Gilets jaunes, envie et pouvoir

08/03/2019

Patrick AULNAS

L’utilisation de la convoitise pour attiser les revendications est un ressort puissant de l’action politique. Conditionnés très jeunes à ce type de manipulation, les citoyens d’aujourd’hui n’éprouvent aucun scrupule à demander à l’État une amélioration de leur situation économique, qui ne peut être obtenue que par la redistribution. La revendication d’élévation du pouvoir d’achat des gilets jaunes se place dans ce cadre conceptuel. L’idée de base est simple : il faut faire payer les riches.

 

Manipuler l’envie pour conquérir le pouvoir

Il est assez généralement admis qu’après l’instauration des libertés politiques à la fin du 18e siècle, la problématique nouvelle se situait du côté des inégalités socio-économiques. Socialistes utopistes et marxistes ont exploité cette idée. Dans un cadre démocratique, la propension égalitariste est porteuse électoralement. Elle repose en effet sur la manipulation de l’envie, dimension psychologique omniprésente dans les sociétés humaines, analysée à la fin du 20e siècle par le sociologue allemand Helmut Schoeck (1). Beaucoup de personnes convoitent, sans jamais l’avouer, ce que possède un individu plus riche. L’idée que le riche ne peut l’être qu’en ayant commis des actes répréhensibles est très répandue. La richesse étant suspecte, le politicien qui propose de prélever sur cette richesse pour la redistribuer devient presque un parangon de vertu. Il représente la justice en promettant davantage d’égalité.

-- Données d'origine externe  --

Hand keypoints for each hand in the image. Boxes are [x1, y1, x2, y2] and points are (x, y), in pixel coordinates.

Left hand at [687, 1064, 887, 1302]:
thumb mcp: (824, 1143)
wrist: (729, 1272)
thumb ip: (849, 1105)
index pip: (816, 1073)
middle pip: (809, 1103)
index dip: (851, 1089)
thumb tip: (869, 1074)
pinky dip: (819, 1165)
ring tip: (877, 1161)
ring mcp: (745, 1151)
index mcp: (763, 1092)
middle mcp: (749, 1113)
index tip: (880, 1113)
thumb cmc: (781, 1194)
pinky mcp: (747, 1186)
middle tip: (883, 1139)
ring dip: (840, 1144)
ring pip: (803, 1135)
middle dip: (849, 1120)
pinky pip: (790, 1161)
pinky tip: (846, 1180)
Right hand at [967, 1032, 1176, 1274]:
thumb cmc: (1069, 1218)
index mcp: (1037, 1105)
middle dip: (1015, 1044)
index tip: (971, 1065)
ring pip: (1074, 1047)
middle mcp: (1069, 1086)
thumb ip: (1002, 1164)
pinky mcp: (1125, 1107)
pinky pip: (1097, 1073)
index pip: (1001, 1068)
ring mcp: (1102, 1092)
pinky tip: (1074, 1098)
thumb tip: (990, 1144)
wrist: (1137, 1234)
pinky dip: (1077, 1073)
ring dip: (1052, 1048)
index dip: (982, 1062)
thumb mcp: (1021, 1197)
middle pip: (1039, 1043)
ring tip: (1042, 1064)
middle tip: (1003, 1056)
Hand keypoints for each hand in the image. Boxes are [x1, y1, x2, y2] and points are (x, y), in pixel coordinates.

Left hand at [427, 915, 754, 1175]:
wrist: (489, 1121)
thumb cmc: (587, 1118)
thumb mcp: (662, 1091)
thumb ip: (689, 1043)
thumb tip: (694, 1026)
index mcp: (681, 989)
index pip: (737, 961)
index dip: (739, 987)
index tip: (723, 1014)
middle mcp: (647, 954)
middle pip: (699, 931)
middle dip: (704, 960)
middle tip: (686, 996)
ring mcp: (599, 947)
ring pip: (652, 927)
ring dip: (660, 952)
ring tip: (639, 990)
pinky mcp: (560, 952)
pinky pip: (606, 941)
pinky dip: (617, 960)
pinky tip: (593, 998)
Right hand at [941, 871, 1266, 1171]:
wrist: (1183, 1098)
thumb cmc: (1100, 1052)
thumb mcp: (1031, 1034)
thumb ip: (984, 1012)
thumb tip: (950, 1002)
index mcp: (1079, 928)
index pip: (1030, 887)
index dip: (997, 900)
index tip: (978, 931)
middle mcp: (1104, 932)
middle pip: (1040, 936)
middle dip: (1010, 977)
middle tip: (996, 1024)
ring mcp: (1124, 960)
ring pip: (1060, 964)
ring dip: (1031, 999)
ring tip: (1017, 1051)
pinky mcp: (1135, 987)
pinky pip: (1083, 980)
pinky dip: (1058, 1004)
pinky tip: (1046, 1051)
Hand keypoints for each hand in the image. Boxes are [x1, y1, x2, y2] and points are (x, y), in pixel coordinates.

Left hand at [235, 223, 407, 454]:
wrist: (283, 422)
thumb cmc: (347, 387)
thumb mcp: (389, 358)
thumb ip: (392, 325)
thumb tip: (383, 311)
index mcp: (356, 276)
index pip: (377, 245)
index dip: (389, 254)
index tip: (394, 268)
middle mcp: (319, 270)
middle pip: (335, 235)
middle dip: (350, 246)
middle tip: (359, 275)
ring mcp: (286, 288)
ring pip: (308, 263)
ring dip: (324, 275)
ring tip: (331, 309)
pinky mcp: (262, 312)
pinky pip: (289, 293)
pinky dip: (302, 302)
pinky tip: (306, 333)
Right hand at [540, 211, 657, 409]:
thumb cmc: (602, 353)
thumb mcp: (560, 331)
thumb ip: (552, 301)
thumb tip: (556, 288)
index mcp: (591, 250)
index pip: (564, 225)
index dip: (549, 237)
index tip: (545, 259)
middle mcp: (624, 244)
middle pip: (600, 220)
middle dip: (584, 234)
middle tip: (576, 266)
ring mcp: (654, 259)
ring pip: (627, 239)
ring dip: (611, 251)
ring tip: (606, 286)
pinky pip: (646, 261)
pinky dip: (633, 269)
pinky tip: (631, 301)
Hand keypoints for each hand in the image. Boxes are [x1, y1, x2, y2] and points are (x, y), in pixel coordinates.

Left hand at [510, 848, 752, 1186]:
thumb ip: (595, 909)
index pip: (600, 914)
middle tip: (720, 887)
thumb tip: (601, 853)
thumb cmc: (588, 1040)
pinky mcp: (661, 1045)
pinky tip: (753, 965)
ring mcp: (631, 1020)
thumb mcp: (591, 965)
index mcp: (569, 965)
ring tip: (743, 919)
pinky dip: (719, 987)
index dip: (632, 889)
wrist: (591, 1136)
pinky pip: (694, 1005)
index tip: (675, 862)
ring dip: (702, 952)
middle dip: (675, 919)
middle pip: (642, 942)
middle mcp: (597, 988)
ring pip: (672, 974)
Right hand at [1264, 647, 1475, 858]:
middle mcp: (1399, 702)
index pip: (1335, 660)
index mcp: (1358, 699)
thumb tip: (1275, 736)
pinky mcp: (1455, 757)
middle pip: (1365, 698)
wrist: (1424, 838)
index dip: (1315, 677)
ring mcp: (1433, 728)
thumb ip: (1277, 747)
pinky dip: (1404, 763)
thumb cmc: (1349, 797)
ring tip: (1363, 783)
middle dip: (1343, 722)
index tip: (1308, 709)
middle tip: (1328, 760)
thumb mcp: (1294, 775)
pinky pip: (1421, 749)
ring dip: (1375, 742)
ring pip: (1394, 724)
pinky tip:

La perception de la richesse étant totalement subjective, la puissance électorale de la promesse égalitariste est considérable. Les politiciens ne sont pas des professeurs de sociologie politique qui analysent pour leurs électeurs les statistiques sur les niveaux des revenus ou des patrimoines. Seule compte la perception du public auquel on s’adresse. Un smicard considèrera un cadre comme riche. Un cadre percevra un acteur célèbre comme riche et l’acteur célèbre regardera plus haut et pensera que la vraie richesse est celle de Bill Gates.

En segmentant le marché des électeurs potentiels, il est donc possible de disposer d’un discours adapté à chaque créneau électoral. Il s’agit donc en définitive d’utiliser l’envie, sentiment vieux comme le monde, avec toutes les ressources de la sociologie politique la plus pointue.

 

La conséquence inéluctable : revendiquer l’argent des riches

Puisque depuis des lustres les politiciens utilisent ce ressort puissant de la psychologie humaine, le citoyen de base se sent désormais justifié à exiger, sinon la tête, du moins le portefeuille des riches, c'est-à-dire de tous ceux qui sont un peu plus avantagés financièrement. Voilà une situation redoutable où le jeu dangereux des politiciens se retourne contre eux. Comment gérer démocratiquement la convoitise haineuse sinon en lui faisant droit ? La seule autre solution est la répression brutale, par la vraie brutalité, celle qui tue sans ménagement. Elle est réservée aux dictatures.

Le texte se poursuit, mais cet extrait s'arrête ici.